As your company grows, it’s likely that each round of funding will be larger than the last one and that the valuation of your company will be gradually increasing as you demonstrate increasing traction in the marketplace. This means that you will need to graduate through larger and larger sources of finance as you grow your business.
Companies that have raised an early round on an equity crowdfunding platform are at a significant advantage when they come to raise their additional rounds of financing. With a hundred investors, you have a hundred sources of introductions and connections to VC and large angel investors. You can also use your extended network of advisors, accelerators and other entrepreneurs to help find the right investors for your next round.
Another advantage of having used equity crowdfunding when you come to seek follow on funding is that you have validated your business model with a large show of support from the public. This provides social proof and PR value that can help impress a VC. Venture capital and large angels will take note of whether your crowd of investors are active fans of your product and whether they have been active supporters of your business. Loyal investors can help attract new users, which in turn helps proves your traction to new VC investors.
As helpful as the crowd can be, you also need to make sure that having lots of shareholders doesn’t put off future investors. When choosing a crowdfunding platform, be sure to look for balanced investor protections that are robust enough to protect the crowd while also allowing future investors to add value to the company.
A nominee structure where the crowd’s shares are held by a single representative can be a great way to ensure that your crowd investments are compatible with the big fish who come in later on. Having the crowd investors protected by a single nominee can be the decisive factor in closing the deal with a VC because the nominee can act on behalf of the crowd to co-ordinate consent rights, waivers and pre-emption rounds.
Some of the early investor protections like drag and tag rights or pre-emption rights might need to be waived by the early investors to help close the deal with a venture capital investor. It’s important that these rights are there in the first place, but in some circumstances waiving them can be the best thing for everyone involved because it allows for a large new investor to add massive value to the company. Which in the end is what everyone wants. Without a nominee, trying to coordinate such consents or waivers can delay the deal and even put off the VC investor entirely.

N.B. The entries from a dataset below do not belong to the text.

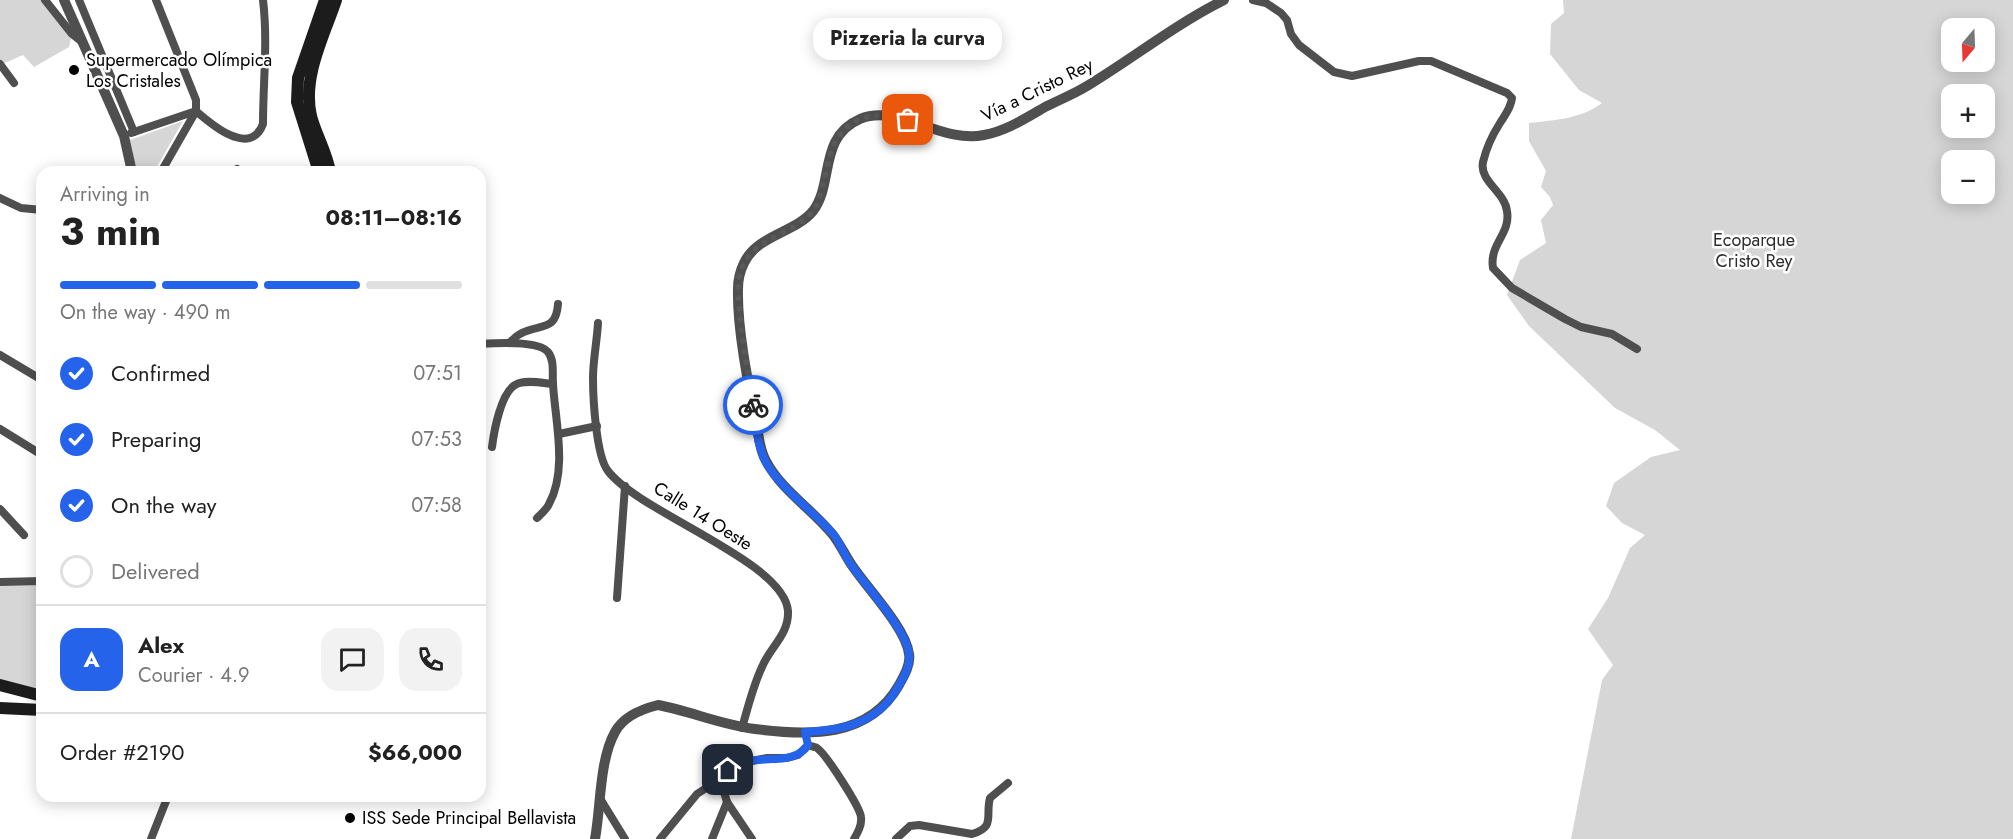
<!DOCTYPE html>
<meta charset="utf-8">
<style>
body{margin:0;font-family:Jost,sans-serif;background:#f2f2f2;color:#222;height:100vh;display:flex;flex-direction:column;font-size:22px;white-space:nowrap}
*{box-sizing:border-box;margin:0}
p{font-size:20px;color:#767676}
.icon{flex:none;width:33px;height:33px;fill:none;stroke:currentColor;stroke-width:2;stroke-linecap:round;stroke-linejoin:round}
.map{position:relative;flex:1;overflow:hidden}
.drawer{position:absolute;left:36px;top:166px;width:450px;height:636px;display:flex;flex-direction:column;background:#fff;border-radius:18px;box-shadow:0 3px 15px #0003}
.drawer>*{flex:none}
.needle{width:39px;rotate:199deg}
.controls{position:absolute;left:1941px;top:18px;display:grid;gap:12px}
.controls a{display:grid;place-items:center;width:54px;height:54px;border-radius:12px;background:#fff;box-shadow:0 3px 15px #0003;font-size:30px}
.pin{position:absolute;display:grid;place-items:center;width:51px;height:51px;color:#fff;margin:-26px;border-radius:12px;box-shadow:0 3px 9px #0006}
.courier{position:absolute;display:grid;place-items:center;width:60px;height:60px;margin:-30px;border:4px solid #2563eb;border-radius:50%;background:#fff;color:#222;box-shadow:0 2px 8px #0007}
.bubble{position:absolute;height:42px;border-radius:18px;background:#fff;box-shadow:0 3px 15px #0003;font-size:20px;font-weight:700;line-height:42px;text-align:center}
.summary em{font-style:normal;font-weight:700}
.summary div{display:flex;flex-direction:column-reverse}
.summary{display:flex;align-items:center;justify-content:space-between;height:102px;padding:0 24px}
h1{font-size:39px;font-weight:700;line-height:45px}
.bar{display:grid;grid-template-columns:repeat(4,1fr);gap:9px 6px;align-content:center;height:72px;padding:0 24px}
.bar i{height:8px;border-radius:4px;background:#e0e0e0}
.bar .active{background:#2563eb}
.bar p{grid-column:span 4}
.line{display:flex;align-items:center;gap:15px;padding:0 24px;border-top:2px solid #e0e0e0}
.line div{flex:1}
.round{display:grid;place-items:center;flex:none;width:63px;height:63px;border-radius:18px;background:#f2f2f2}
ol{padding:0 24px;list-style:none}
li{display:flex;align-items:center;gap:18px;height:66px}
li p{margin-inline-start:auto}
li .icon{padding:6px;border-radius:50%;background:#2563eb;color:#fff;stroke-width:4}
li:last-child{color:#767676}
li i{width:33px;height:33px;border:3px solid #e0e0e0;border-radius:50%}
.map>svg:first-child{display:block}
.green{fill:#d6d6d6;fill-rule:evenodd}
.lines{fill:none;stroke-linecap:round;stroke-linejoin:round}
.minor{stroke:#4f4f4f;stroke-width:8}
.tertiary{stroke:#4f4f4f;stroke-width:10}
.secondary{stroke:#1c1c1c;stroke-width:12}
.done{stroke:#595959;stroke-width:6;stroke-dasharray:0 10.8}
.route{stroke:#2563eb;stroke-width:8}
.poi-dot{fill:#000;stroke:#fff;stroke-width:2}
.labels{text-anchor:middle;stroke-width:5;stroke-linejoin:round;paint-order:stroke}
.poi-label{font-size:18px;fill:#000;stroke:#fff;text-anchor:start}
.street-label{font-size:18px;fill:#000;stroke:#fff}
.park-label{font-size:18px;fill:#2d2d2d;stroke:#fff}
</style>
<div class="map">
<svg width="2013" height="839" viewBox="0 0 2013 839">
<rect width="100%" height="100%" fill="#fff"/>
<g class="green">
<polygon points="0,0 45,0 72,34 69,47 34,67 23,55 0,65"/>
<path d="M1563,0H2013V839H1571L1602,680L1613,665L1588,629L1608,598L1630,548L1645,535L1622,523L1606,506L1614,483L1651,457L1680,450L1655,430L1615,408L1529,326L1507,295L1520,260L1546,243L1541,220L1553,205L1550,197L1541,187L1546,171L1529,141V123C1555,120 1581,119 1602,103L1579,90L1550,54L1551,24L1564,13ZM1952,28H1984V62H1952ZM1952,94H1984V128H1952ZM1952,160H1984V194H1952Z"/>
<polygon points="183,121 154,172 137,172 130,140"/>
<polygon points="42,581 42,696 0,685 0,582"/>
</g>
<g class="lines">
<g class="minor">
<polyline points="45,0 72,34 82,42"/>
<polyline points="79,0 134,132"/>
<polyline points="156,0 196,100 196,111 161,172"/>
<path d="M1253,0L1266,3L1281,13L1287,20L1291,34L1299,45L1334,72L1352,76L1419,61H1431L1507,93L1512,98C1511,108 1505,115 1500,123C1493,134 1486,149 1483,162C1479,181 1505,192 1507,211C1511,234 1489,244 1493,268L1512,288L1565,319L1581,327L1612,334L1637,349"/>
<polyline points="0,64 14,83"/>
<path d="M196,111C211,124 250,158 263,124C263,82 268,42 263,0"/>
<polyline points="131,133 196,111"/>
<polyline points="232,172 237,169"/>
<polyline points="0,198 21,208 42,210"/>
<path d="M598,323C597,341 593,360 593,378C593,398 596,456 608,471C640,513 784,561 788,611C789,635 770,647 762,667C753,686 748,707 742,728"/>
<path d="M509,343C513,340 516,336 520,334C539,323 556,333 558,304"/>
<path d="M480,344C495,343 538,340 548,352C555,361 552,374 553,384C555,420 568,470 549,504C547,509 541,514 537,518"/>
<polyline points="0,355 42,380"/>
<polyline points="0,429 42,455"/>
<polyline points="559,434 597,426"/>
<path d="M492,447C494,431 501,393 515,385C524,379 542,383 553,384"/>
<polyline points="42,481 42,495"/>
<polyline points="0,509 24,535"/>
<polyline points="0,582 42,581"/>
<polyline points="617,598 625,486"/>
<path d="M808,745C810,746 816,747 817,748C826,754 860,807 861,817C862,825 858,832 854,839"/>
<polyline points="720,779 727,802 752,839"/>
<polyline points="601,800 625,839"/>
<polyline points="151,839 168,796"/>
<polyline points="660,839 697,794 720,779 728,769 746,762 767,758 787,758 798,755 808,745"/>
<polyline points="712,839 727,802"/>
<path d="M896,839L910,826L919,825L972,834C996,827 985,816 990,798L1008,783"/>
</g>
<g class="tertiary">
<polyline points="64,0 124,136 132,172"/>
<path d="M595,839C601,807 599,761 615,732C623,717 642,709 658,705C690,711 722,725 755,729C809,736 869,738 899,685C904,676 911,664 909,654C906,628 866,587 851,564C845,555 840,544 833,535C812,509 782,491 766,461C759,449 759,435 756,422C748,383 737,328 738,289C738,280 740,271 744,263C757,235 795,233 813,211C834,184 818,137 860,119C898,103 941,144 984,135C1006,131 1026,118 1045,107C1059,100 1074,94 1087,86C1133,58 1176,24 1224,0"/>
</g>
<g class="secondary">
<polyline points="319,172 297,102 298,78 325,0"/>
<path d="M330,172C327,153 316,135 311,116C302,77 324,36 336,0"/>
<polyline points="0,685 42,696"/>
<polyline points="0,708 42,710"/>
</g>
</g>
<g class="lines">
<path class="done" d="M753,405C748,375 743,345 740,314C739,302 737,290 739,278C748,235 791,239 814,210C820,202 821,190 824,180C827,170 828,159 832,149C846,115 876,110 908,120"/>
<path class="route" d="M728,770C734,767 740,763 746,762C766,756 795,765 808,745L805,732C839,730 871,726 893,695C900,684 911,668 909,654C907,631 866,586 852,566C845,557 841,545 834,535C813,511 786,493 768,466C757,448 756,425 753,405"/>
</g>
<g class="poi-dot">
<circle cx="74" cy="70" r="6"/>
<circle cx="350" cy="818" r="6"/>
</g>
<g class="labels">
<g class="poi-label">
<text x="86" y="66">Supermercado Olímpica<tspan x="86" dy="21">Los Cristales</tspan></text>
<text x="362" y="824">ISS Sede Principal Bellavista</text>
</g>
<g class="street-label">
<text transform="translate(1037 90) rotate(-26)" y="6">Vía a Cristo Rey</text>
<text transform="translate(703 516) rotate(32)" y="6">Calle 14 Oeste</text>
</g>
<g class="park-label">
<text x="1754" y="246">Ecoparque<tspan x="1754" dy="21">Cristo Rey</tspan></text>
</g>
</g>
</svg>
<div class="controls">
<a><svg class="needle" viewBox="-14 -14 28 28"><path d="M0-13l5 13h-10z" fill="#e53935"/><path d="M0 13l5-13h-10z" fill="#767676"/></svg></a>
<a>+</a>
<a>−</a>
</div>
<div class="pin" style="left:908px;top:120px;background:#ea580c"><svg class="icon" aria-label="bag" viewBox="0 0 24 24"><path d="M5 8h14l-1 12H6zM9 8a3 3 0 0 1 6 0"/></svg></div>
<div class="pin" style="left:728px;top:770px;background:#1f2937"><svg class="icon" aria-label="home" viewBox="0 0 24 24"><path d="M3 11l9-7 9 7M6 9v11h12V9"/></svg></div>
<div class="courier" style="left:753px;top:405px"><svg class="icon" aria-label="bike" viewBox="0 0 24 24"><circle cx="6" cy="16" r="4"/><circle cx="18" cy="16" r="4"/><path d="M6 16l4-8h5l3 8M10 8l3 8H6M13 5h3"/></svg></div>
<div class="bubble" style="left:813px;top:18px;width:189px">Pizzeria la curva</div>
<section class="drawer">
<div class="summary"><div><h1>3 min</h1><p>Arriving in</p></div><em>08:11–08:16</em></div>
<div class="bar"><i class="active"></i><i class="active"></i><i class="active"></i><i></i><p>On the way · 490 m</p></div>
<ol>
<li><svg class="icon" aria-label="check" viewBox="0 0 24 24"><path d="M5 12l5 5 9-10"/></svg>Confirmed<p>07:51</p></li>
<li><svg class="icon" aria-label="check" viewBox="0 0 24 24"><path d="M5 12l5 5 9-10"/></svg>Preparing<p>07:53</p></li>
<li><svg class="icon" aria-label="check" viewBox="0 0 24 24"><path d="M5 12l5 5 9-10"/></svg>On the way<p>07:58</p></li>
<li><i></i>Delivered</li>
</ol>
<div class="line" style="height:108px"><b class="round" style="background:#2563eb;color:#fff">A</b><div><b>Alex</b><p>Courier · 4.9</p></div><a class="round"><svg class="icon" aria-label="chat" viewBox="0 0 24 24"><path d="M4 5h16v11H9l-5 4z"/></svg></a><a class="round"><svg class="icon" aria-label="phone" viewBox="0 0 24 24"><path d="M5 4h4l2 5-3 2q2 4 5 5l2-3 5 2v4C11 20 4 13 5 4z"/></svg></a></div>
<div class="line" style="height:78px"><div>Order #2190</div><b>$66,000</b></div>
</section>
</div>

With your paperwork in order and a strong crowd of backers in place, you can accelerate your networking efforts and look for introductions to VC investors. Another good source of VC introductions is the existing portfolio of startups that the particular VC has already invested in. You can also make contact with the associates and analysts inside a VC firm to begin the relationship building process.
Each round of successful investment helps set you up for the next round. A good entrepreneur is always networking and having an eye on future rounds of funding will help keep you focused on growth.